Records provided:
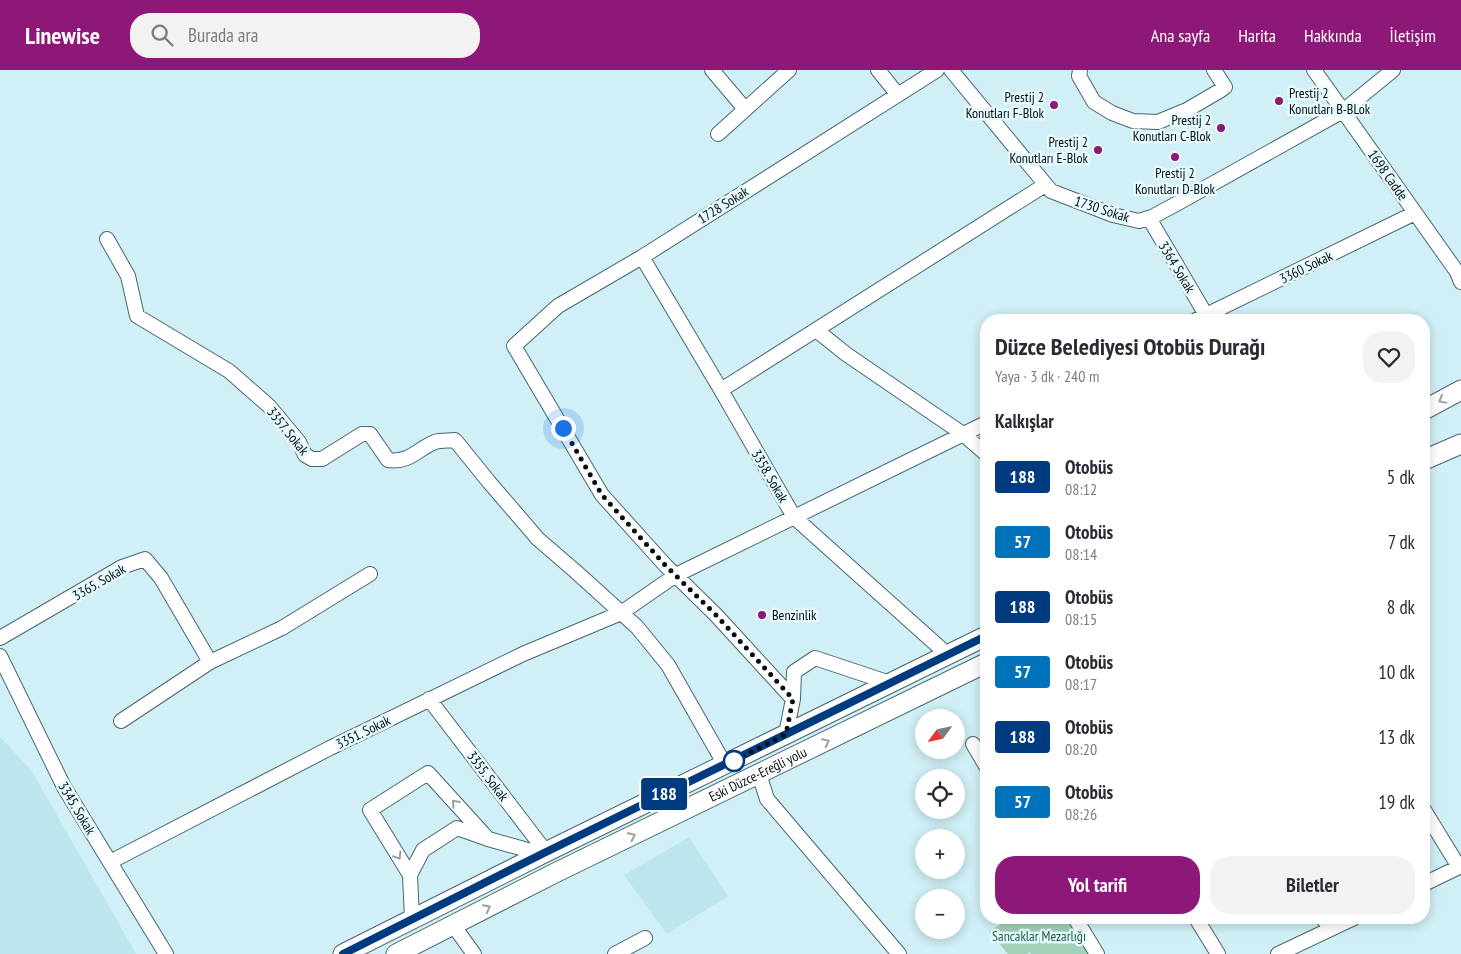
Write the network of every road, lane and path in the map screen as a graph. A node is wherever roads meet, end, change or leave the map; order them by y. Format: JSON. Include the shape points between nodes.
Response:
{"nodes":[{"id":1,"x":712,"y":70,"type":"edge"},
{"id":2,"x":788,"y":70,"type":"edge"},
{"id":3,"x":878,"y":70,"type":"edge"},
{"id":4,"x":937,"y":70,"type":"edge"},
{"id":5,"x":950,"y":70,"type":"edge"},
{"id":6,"x":1080,"y":70,"type":"edge"},
{"id":7,"x":1214,"y":70,"type":"edge"},
{"id":8,"x":1314,"y":70,"type":"edge"},
{"id":9,"x":1393,"y":70,"type":"edge"},
{"id":10,"x":898,"y":94,"type":"junction"},
{"id":11,"x":745,"y":109,"type":"junction"},
{"id":12,"x":1343,"y":111,"type":"junction"},
{"id":13,"x":718,"y":134,"type":"dead end"},
{"id":14,"x":1045,"y":185,"type":"junction"},
{"id":15,"x":1415,"y":213,"type":"junction"},
{"id":16,"x":1149,"y":218,"type":"junction"},
{"id":17,"x":107,"y":239,"type":"dead end"},
{"id":18,"x":642,"y":257,"type":"junction"},
{"id":19,"x":1460,"y":277,"type":"edge"},
{"id":20,"x":1199,"y":314,"type":"edge"},
{"id":21,"x":1209,"y":314,"type":"edge"},
{"id":22,"x":816,"y":330,"type":"junction"},
{"id":23,"x":721,"y":390,"type":"junction"},
{"id":24,"x":1461,"y":390,"type":"edge"},
{"id":25,"x":1430,"y":407,"type":"edge"},
{"id":26,"x":980,"y":425,"type":"edge"},
{"id":27,"x":963,"y":434,"type":"junction"},
{"id":28,"x":1461,"y":444,"type":"edge"},
{"id":29,"x":980,"y":449,"type":"edge"},
{"id":30,"x":1430,"y":457,"type":"edge"},
{"id":31,"x":794,"y":517,"type":"junction"},
{"id":32,"x":370,"y":574,"type":"dead end"},
{"id":33,"x":676,"y":575,"type":"junction"},
{"id":34,"x":621,"y":613,"type":"junction"},
{"id":35,"x":0,"y":638,"type":"edge"},
{"id":36,"x":980,"y":639,"type":"edge"},
{"id":37,"x":948,"y":655,"type":"junction"},
{"id":38,"x":0,"y":656,"type":"edge"},
{"id":39,"x":210,"y":662,"type":"junction"},
{"id":40,"x":980,"y":666,"type":"edge"},
{"id":41,"x":890,"y":683,"type":"junction"},
{"id":42,"x":429,"y":699,"type":"junction"},
{"id":43,"x":793,"y":699,"type":"junction"},
{"id":44,"x":122,"y":721,"type":"dead end"},
{"id":45,"x":786,"y":734,"type":"junction"},
{"id":46,"x":973,"y":744,"type":"dead end"},
{"id":47,"x":980,"y":756,"type":"edge"},
{"id":48,"x":725,"y":765,"type":"junction"},
{"id":49,"x":759,"y":774,"type":"junction"},
{"id":50,"x":1430,"y":819,"type":"edge"},
{"id":51,"x":488,"y":839,"type":"junction"},
{"id":52,"x":544,"y":853,"type":"junction"},
{"id":53,"x":110,"y":862,"type":"junction"},
{"id":54,"x":1460,"y":866,"type":"edge"},
{"id":55,"x":410,"y":875,"type":"junction"},
{"id":56,"x":1430,"y":881,"type":"edge"},
{"id":57,"x":412,"y":919,"type":"junction"},
{"id":58,"x":1079,"y":924,"type":"edge"},
{"id":59,"x":1200,"y":924,"type":"edge"},
{"id":60,"x":1324,"y":924,"type":"edge"},
{"id":61,"x":453,"y":925,"type":"junction"},
{"id":62,"x":645,"y":938,"type":"dead end"},
{"id":63,"x":166,"y":954,"type":"edge"},
{"id":64,"x":343,"y":954,"type":"edge"},
{"id":65,"x":396,"y":954,"type":"edge"},
{"id":66,"x":474,"y":954,"type":"edge"},
{"id":67,"x":615,"y":954,"type":"edge"},
{"id":68,"x":899,"y":954,"type":"edge"},
{"id":69,"x":1097,"y":954,"type":"edge"},
{"id":70,"x":1218,"y":954,"type":"edge"},
{"id":71,"x":1278,"y":954,"type":"edge"}],
"edges":[{"from":1,"to":11,"type":"street"},
{"from":2,"to":11,"type":"street"},
{"from":3,"to":10,"type":"street"},
{"from":4,"to":10,"type":"street","name":"1728 Sokak"},
{"from":5,"to":14,"type":"street","name":"1730 Sokak"},
{"from":6,"to":7,"type":"street","via":[[1079,76],[1094,102],[1132,121],[1158,122],[1187,110],[1225,87]]},
{"from":8,"to":12,"type":"street","name":"1698 Cadde"},
{"from":9,"to":12,"type":"street","name":"1730 Sokak"},
{"from":10,"to":18,"type":"street","name":"1728 Sokak"},
{"from":11,"to":13,"type":"street"},
{"from":12,"to":15,"type":"street","name":"1698 Cadde"},
{"from":12,"to":16,"type":"street","name":"1730 Sokak"},
{"from":14,"to":16,"type":"street","name":"1730 Sokak","via":[[1051,192],[1113,215],[1139,221]]},
{"from":14,"to":22,"type":"street"},
{"from":15,"to":19,"type":"street","name":"1698 Cadde"},
{"from":15,"to":21,"type":"street","name":"3360 Sokak"},
{"from":16,"to":20,"type":"street","name":"3364 Sokak"},
{"from":17,"to":34,"type":"street","name":"3357. Sokak","via":[[128,276],[136,316],[230,371],[269,406],[306,456],[322,459],[362,434],[370,434],[388,460],[396,461],[436,442],[455,440],[538,539]]},
{"from":18,"to":23,"type":"street","name":"3358. Sokak"},
{"from":18,"to":33,"type":"street","name":"1728 Sokak","via":[[558,306],[514,346],[602,495]]},
{"from":22,"to":23,"type":"street"},
{"from":22,"to":27,"type":"street"},
{"from":23,"to":31,"type":"street","name":"3358. Sokak"},
{"from":24,"to":25,"type":"main road","one_way":true},
{"from":26,"to":27,"type":"street"},
{"from":27,"to":29,"type":"street"},
{"from":27,"to":31,"type":"street","name":"3351. Sokak"},
{"from":28,"to":30,"type":"main road"},
{"from":31,"to":33,"type":"street","name":"3351. Sokak"},
{"from":31,"to":37,"type":"street","name":"3358. Sokak"},
{"from":32,"to":39,"type":"street","via":[[282,628]]},
{"from":33,"to":34,"type":"street","name":"3351. Sokak"},
{"from":33,"to":43,"type":"street"},
{"from":34,"to":42,"type":"street","name":"3351. Sokak","via":[[523,654]]},
{"from":34,"to":48,"type":"street","via":[[668,665]]},
{"from":35,"to":39,"type":"street","name":"3365. Sokak","via":[[122,567],[145,559],[161,578]]},
{"from":36,"to":37,"type":"main road","name":"Eski Düzce-Ereğli yolu"},
{"from":37,"to":41,"type":"main road","name":"Eski Düzce-Ereğli yolu"},
{"from":38,"to":53,"type":"street","name":"3345. Sokak","via":[[64,788]]},
{"from":39,"to":44,"type":"street"},
{"from":49,"to":40,"type":"main road","name":"Eski Düzce-Ereğli yolu","one_way":true},
{"from":41,"to":43,"type":"street","via":[[816,658],[794,672]]},
{"from":41,"to":45,"type":"main road","name":"Eski Düzce-Ereğli yolu"},
{"from":42,"to":52,"type":"street","name":"3355. Sokak"},
{"from":42,"to":53,"type":"street","name":"3351. Sokak"},
{"from":43,"to":45,"type":"street"},
{"from":45,"to":48,"type":"main road","name":"Eski Düzce-Ereğli yolu"},
{"from":46,"to":47,"type":"street"},
{"from":48,"to":52,"type":"main road","name":"Eski Düzce-Ereğli yolu"},
{"from":61,"to":49,"type":"main road","name":"Eski Düzce-Ereğli yolu","one_way":true},
{"from":49,"to":68,"type":"street","via":[[768,800]]},
{"from":50,"to":54,"type":"street"},
{"from":51,"to":52,"type":"street"},
{"from":51,"to":55,"type":"street","via":[[457,828],[423,850]]},
{"from":51,"to":55,"type":"street","one_way":true,"via":[[428,773],[370,810]]},
{"from":52,"to":57,"type":"main road","name":"Eski Düzce-Ereğli yolu"},
{"from":53,"to":63,"type":"street","name":"3345. Sokak"},
{"from":54,"to":56,"type":"street"},
{"from":55,"to":57,"type":"street"},
{"from":57,"to":64,"type":"main road","name":"Eski Düzce-Ereğli yolu"},
{"from":58,"to":69,"type":"street"},
{"from":59,"to":70,"type":"street"},
{"from":60,"to":71,"type":"street"},
{"from":61,"to":65,"type":"main road","name":"Eski Düzce-Ereğli yolu"},
{"from":61,"to":66,"type":"street"},
{"from":62,"to":67,"type":"street"}]}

Work to complete: Look through the material and say how many lines hold "true". Give the number only.

Response to the task: 4